_Aim of the task_.
Copies of all lines that contain "Give" are needed; take them from the data below.

*** Opening Data to examine ***

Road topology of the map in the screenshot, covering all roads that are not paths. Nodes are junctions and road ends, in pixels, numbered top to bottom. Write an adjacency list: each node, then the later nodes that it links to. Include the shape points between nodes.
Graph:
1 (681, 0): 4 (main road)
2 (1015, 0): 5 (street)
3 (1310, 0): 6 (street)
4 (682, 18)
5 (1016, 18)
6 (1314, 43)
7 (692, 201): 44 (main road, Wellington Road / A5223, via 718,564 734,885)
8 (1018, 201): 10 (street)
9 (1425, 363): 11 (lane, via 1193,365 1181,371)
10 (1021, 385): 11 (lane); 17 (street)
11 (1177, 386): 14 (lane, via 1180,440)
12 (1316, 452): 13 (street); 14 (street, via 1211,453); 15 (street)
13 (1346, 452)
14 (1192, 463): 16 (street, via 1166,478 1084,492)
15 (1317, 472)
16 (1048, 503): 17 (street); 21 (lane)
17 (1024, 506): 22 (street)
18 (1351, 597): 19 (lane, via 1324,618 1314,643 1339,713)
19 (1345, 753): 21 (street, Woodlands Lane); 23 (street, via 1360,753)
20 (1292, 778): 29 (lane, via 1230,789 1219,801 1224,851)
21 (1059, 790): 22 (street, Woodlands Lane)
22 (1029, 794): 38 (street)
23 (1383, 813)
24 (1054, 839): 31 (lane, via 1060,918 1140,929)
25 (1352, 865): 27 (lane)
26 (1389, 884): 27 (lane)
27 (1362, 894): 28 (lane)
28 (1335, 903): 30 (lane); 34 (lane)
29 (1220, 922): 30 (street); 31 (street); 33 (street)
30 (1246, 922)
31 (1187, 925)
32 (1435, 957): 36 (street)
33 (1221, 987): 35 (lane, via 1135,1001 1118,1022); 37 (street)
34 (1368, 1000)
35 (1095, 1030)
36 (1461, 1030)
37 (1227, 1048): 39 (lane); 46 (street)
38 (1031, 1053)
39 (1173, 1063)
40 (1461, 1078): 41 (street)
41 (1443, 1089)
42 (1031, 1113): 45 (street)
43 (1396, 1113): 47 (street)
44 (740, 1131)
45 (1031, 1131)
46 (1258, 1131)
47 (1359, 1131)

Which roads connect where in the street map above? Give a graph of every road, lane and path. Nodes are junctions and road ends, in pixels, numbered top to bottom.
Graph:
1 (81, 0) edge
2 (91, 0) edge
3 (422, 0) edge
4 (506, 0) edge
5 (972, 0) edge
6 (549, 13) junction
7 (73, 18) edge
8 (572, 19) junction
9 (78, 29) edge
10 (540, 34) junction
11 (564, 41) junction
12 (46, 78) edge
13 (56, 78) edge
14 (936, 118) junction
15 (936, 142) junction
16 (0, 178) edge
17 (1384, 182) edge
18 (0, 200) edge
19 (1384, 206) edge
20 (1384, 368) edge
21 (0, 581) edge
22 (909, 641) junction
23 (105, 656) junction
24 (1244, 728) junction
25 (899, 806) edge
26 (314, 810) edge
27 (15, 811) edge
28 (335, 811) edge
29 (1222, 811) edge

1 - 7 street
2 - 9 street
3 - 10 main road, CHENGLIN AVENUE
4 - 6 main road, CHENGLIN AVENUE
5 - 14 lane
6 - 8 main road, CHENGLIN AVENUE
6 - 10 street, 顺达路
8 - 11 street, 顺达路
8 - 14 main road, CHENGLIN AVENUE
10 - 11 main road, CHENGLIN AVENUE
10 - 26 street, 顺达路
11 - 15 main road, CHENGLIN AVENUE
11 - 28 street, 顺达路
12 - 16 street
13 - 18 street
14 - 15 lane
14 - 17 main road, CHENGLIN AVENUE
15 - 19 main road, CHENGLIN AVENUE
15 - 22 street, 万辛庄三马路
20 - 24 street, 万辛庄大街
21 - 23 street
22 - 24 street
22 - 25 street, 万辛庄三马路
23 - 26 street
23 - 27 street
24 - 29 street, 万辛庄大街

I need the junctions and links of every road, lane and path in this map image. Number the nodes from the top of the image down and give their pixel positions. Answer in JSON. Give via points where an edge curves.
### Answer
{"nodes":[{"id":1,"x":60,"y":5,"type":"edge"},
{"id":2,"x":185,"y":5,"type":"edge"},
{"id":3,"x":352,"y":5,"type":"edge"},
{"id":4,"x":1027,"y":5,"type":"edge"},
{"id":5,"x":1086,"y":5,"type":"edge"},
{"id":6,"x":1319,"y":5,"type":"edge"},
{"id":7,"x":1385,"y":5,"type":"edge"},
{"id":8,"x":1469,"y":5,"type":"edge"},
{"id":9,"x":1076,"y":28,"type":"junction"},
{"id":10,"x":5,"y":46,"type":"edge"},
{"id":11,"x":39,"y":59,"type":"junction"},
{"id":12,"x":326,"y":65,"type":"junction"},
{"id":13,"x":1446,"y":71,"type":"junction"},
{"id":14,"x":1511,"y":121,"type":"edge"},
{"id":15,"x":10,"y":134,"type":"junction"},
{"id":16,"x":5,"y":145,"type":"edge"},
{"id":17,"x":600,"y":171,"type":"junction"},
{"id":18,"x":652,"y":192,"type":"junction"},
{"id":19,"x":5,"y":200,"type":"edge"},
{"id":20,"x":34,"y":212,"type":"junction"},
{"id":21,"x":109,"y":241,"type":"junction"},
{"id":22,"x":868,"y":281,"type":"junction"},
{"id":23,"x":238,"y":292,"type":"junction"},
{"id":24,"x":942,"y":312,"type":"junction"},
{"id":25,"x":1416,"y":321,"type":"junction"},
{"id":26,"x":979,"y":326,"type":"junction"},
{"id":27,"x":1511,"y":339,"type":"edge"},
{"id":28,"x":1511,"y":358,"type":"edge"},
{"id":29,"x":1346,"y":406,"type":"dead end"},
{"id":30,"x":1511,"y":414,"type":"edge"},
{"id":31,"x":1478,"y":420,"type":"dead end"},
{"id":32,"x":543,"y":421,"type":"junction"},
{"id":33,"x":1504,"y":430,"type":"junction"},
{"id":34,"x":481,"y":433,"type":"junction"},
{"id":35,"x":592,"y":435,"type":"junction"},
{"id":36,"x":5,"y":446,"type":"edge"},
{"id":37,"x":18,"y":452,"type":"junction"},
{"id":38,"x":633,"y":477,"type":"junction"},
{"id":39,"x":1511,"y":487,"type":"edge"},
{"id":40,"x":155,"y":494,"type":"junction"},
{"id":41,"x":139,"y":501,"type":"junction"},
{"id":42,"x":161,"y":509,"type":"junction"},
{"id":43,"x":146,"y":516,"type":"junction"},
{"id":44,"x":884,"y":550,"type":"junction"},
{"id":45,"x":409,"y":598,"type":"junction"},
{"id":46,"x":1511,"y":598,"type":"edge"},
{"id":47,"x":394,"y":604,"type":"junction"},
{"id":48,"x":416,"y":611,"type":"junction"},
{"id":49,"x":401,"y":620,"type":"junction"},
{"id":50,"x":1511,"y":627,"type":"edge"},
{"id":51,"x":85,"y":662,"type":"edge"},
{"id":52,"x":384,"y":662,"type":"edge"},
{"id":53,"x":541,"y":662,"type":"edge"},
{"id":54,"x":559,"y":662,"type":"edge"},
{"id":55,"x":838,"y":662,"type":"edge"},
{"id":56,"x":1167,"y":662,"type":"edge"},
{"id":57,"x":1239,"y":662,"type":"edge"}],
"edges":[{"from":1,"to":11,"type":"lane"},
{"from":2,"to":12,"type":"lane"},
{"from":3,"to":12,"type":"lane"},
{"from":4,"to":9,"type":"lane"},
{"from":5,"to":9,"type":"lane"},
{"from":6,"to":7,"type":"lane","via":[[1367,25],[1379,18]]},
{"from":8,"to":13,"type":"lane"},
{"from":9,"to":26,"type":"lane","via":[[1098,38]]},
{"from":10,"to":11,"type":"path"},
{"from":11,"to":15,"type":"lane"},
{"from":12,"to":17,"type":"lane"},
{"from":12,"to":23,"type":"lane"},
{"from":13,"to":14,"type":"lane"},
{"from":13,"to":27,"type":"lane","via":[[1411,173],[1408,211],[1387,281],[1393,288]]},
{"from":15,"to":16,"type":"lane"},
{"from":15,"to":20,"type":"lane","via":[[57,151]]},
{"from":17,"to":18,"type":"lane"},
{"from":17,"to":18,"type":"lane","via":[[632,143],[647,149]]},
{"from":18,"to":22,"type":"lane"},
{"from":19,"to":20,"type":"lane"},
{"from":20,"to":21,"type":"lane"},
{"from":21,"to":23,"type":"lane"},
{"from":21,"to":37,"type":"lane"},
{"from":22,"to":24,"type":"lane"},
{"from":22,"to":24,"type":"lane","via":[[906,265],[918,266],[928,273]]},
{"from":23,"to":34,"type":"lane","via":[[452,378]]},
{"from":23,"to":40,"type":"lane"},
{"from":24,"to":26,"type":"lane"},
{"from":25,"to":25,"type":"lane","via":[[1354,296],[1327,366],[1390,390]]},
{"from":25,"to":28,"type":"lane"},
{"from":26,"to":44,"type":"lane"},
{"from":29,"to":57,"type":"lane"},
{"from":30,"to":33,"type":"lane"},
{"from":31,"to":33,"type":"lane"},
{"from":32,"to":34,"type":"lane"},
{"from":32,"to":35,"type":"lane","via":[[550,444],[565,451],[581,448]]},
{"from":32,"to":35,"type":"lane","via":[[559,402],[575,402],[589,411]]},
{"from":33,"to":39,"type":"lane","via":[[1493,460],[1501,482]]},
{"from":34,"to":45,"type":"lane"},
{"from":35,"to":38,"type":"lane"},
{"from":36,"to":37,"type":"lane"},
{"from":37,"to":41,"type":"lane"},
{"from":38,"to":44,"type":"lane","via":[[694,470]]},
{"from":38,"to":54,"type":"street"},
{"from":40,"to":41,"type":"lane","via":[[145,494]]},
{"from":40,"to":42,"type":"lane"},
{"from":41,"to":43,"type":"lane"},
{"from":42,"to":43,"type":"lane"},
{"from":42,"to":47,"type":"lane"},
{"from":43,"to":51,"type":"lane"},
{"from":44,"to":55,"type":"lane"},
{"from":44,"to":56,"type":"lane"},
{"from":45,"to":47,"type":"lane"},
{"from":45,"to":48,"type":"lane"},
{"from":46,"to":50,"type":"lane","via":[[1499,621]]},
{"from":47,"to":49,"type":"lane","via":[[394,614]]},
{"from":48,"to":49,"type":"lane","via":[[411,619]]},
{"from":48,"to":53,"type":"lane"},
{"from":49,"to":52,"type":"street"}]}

*** Closing Data to examine ***

_Reply_.
Which roads connect where in the street map above? Give a graph of every road, lane and path. Nodes are junctions and road ends, in pixels, numbered top to bottom.
I need the junctions and links of every road, lane and path in this map image. Number the nodes from the top of the image down and give their pixel positions. Answer in JSON. Give via points where an edge curves.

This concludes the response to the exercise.